Prompt => Please tally the lines in the records that include the word "كربلاء" and answer with the bare number.
**** Data excerpts
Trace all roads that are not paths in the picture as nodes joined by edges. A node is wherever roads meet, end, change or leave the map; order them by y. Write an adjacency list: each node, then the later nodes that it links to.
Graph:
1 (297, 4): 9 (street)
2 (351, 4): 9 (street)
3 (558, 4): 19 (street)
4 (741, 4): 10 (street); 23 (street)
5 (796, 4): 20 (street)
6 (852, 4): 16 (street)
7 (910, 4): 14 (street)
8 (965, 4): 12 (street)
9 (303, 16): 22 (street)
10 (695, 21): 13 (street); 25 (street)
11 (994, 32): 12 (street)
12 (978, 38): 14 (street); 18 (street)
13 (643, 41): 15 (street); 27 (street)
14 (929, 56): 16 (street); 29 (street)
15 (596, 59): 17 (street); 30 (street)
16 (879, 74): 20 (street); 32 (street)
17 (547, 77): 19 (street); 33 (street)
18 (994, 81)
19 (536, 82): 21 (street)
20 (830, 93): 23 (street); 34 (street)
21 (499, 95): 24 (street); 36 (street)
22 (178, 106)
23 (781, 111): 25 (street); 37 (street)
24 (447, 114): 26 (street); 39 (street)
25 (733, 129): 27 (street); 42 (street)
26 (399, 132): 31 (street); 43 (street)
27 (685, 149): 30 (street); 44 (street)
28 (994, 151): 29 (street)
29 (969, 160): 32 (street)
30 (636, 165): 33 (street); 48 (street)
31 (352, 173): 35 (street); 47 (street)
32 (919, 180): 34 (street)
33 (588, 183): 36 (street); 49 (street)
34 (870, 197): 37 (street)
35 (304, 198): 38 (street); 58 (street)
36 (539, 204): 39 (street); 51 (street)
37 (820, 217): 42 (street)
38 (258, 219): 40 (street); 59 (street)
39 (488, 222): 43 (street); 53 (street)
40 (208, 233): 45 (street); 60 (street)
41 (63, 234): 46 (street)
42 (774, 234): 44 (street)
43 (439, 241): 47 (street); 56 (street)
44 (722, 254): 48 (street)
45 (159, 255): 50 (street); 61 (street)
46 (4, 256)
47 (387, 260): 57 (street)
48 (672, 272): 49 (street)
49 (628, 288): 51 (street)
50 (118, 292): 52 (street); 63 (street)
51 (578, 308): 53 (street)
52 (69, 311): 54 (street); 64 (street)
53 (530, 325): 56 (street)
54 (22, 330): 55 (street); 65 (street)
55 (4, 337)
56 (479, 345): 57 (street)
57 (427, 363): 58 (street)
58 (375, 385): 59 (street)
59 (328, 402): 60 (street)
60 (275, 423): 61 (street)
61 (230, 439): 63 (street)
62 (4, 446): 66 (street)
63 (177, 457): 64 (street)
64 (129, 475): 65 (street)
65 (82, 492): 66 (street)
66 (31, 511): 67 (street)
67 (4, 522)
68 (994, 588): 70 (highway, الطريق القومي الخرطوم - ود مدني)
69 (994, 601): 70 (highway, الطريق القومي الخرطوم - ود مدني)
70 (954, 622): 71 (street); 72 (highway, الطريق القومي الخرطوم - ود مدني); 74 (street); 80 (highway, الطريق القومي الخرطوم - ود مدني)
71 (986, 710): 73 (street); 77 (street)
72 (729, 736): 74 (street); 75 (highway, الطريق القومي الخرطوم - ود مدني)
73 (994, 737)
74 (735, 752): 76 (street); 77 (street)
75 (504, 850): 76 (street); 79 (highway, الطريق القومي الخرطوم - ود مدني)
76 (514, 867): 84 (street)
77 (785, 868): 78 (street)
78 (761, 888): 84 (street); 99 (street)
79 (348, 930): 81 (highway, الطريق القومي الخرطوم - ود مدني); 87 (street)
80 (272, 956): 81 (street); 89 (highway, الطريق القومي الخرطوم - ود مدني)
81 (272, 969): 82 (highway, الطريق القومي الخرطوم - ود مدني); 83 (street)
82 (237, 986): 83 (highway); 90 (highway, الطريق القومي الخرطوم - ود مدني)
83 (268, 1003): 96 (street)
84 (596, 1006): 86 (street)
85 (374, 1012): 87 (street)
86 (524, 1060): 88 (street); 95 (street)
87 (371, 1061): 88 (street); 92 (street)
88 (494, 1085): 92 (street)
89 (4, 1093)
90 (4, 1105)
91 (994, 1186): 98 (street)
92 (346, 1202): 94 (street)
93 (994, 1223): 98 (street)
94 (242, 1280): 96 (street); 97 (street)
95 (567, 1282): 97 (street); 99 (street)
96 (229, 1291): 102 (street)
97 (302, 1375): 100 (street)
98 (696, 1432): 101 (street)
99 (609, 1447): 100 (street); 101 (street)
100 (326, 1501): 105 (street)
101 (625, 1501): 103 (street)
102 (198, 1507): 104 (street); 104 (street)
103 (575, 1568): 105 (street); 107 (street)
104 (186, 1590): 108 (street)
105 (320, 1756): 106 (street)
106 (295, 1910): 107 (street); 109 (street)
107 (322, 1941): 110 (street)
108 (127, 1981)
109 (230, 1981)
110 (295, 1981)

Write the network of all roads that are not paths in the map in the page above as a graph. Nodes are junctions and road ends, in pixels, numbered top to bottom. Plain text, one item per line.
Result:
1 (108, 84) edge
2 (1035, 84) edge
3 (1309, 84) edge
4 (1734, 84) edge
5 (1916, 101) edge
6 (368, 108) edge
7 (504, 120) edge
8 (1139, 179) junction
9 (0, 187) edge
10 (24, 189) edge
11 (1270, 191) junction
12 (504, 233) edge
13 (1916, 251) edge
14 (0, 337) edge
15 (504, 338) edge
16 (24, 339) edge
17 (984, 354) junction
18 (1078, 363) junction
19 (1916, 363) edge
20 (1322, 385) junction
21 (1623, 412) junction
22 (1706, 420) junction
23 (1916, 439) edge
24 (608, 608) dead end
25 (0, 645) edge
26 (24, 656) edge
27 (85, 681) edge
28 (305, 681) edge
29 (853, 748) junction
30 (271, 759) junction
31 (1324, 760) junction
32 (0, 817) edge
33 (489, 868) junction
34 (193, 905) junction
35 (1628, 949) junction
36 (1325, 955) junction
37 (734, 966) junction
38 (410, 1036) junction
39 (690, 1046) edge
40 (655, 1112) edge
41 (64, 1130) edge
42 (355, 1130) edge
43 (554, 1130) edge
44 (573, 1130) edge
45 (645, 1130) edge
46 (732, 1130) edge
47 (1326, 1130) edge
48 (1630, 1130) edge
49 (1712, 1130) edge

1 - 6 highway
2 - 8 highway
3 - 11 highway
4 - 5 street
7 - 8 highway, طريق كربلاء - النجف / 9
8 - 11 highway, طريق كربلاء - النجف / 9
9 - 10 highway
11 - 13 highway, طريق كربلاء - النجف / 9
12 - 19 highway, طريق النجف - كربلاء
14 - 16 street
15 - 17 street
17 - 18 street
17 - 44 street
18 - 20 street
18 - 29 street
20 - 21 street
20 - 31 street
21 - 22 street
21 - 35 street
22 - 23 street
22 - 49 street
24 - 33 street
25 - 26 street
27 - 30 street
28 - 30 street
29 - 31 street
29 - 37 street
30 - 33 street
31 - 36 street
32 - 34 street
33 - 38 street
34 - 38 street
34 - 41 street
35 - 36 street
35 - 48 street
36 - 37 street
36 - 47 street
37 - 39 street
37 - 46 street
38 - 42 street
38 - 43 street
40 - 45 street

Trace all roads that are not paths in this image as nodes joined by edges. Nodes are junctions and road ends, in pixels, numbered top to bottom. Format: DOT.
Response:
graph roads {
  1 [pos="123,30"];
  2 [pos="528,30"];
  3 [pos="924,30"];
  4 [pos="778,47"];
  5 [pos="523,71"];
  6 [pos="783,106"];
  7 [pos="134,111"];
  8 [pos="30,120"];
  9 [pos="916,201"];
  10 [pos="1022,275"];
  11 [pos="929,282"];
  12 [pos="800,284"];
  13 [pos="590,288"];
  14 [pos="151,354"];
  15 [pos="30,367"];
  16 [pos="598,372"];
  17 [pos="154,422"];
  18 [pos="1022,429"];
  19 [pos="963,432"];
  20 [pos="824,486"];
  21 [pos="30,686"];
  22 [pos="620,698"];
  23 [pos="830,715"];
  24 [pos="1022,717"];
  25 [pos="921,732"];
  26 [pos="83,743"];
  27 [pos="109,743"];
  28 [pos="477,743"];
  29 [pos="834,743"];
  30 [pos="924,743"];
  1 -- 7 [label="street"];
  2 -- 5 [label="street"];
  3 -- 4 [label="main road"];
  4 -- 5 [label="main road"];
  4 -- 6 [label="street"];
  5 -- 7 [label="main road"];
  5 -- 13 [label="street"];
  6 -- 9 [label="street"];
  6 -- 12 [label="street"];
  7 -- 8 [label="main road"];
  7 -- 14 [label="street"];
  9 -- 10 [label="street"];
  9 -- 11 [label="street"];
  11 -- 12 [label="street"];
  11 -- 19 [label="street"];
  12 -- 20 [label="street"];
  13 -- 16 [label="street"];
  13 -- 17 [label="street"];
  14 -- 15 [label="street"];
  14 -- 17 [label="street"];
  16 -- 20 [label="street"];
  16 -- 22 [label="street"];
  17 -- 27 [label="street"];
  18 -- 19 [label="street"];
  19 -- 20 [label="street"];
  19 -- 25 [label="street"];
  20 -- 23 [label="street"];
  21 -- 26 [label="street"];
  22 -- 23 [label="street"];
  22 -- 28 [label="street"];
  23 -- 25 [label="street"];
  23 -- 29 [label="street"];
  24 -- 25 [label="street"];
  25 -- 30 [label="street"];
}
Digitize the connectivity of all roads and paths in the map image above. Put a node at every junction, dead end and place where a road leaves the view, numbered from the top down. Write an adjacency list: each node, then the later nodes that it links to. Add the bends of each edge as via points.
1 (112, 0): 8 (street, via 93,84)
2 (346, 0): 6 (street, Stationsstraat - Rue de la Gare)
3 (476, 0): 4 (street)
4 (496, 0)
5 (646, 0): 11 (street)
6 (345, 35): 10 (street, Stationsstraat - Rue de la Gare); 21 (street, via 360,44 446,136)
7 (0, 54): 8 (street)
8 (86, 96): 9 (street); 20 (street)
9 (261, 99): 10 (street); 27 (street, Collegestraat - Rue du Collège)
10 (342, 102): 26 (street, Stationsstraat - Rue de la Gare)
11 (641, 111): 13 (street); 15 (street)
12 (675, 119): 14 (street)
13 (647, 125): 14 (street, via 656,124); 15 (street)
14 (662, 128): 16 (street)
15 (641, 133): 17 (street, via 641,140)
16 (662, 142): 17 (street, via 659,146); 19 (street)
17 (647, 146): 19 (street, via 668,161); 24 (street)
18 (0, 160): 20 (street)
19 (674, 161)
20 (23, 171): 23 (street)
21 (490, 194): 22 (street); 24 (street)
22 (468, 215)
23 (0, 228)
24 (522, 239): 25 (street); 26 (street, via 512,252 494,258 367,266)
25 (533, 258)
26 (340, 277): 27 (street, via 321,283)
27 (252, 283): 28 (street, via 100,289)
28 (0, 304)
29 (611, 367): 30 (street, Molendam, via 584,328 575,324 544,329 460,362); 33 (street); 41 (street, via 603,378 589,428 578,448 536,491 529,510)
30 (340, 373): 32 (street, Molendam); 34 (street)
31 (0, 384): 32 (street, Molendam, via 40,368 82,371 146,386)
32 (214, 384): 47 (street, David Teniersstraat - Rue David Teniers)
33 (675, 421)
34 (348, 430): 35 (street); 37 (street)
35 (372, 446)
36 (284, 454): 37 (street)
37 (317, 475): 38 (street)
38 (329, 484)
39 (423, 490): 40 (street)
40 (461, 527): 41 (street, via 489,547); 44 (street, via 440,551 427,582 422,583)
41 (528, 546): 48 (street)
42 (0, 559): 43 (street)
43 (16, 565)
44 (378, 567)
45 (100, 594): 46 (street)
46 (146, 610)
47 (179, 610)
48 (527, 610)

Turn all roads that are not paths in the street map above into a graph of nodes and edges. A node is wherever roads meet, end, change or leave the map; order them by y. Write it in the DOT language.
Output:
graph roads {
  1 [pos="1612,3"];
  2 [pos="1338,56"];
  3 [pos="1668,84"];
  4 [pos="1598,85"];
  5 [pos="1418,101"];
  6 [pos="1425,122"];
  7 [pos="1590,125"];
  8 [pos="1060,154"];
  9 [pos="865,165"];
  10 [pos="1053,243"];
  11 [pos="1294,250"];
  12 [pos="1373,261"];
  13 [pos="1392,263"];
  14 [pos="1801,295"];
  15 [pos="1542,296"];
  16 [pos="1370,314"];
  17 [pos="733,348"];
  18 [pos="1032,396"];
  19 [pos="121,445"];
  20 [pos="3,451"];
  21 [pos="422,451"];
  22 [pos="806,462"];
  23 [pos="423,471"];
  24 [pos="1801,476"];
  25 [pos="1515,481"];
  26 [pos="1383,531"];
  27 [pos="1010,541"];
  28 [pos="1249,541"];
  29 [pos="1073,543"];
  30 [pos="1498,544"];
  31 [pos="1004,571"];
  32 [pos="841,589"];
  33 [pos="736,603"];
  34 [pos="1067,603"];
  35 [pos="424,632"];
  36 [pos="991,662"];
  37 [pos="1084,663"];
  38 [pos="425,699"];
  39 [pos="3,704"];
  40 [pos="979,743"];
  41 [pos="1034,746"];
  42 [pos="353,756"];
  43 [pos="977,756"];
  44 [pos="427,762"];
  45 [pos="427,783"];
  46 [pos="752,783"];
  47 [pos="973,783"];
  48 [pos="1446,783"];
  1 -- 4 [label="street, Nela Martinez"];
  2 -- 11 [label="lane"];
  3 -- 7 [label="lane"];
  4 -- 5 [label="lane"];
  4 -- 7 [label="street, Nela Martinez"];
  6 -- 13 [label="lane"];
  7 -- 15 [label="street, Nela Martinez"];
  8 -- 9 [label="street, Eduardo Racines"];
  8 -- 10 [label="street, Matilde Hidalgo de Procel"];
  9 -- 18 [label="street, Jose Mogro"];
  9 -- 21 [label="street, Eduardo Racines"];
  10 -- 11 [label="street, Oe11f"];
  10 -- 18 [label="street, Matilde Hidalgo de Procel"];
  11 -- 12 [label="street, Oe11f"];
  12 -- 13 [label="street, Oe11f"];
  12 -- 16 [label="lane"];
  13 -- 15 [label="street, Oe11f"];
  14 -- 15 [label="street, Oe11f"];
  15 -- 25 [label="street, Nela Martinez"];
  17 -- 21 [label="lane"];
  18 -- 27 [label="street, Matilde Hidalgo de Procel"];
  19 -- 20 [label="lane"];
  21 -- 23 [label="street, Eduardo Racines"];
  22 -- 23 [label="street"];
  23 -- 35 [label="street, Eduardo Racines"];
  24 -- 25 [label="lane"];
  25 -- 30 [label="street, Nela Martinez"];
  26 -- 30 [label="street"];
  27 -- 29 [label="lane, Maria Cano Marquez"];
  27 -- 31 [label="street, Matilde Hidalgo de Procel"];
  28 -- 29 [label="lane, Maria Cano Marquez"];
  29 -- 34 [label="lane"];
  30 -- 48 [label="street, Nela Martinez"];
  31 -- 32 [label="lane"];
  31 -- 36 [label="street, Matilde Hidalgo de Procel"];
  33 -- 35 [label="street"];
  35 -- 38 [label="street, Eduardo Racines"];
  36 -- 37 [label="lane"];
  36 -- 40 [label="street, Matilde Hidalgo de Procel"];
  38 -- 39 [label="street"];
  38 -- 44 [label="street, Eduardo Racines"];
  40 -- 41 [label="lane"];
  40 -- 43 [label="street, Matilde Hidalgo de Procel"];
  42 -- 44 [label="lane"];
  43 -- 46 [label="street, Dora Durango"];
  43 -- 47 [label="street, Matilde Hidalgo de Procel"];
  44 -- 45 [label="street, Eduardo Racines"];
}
********
Answer box => 4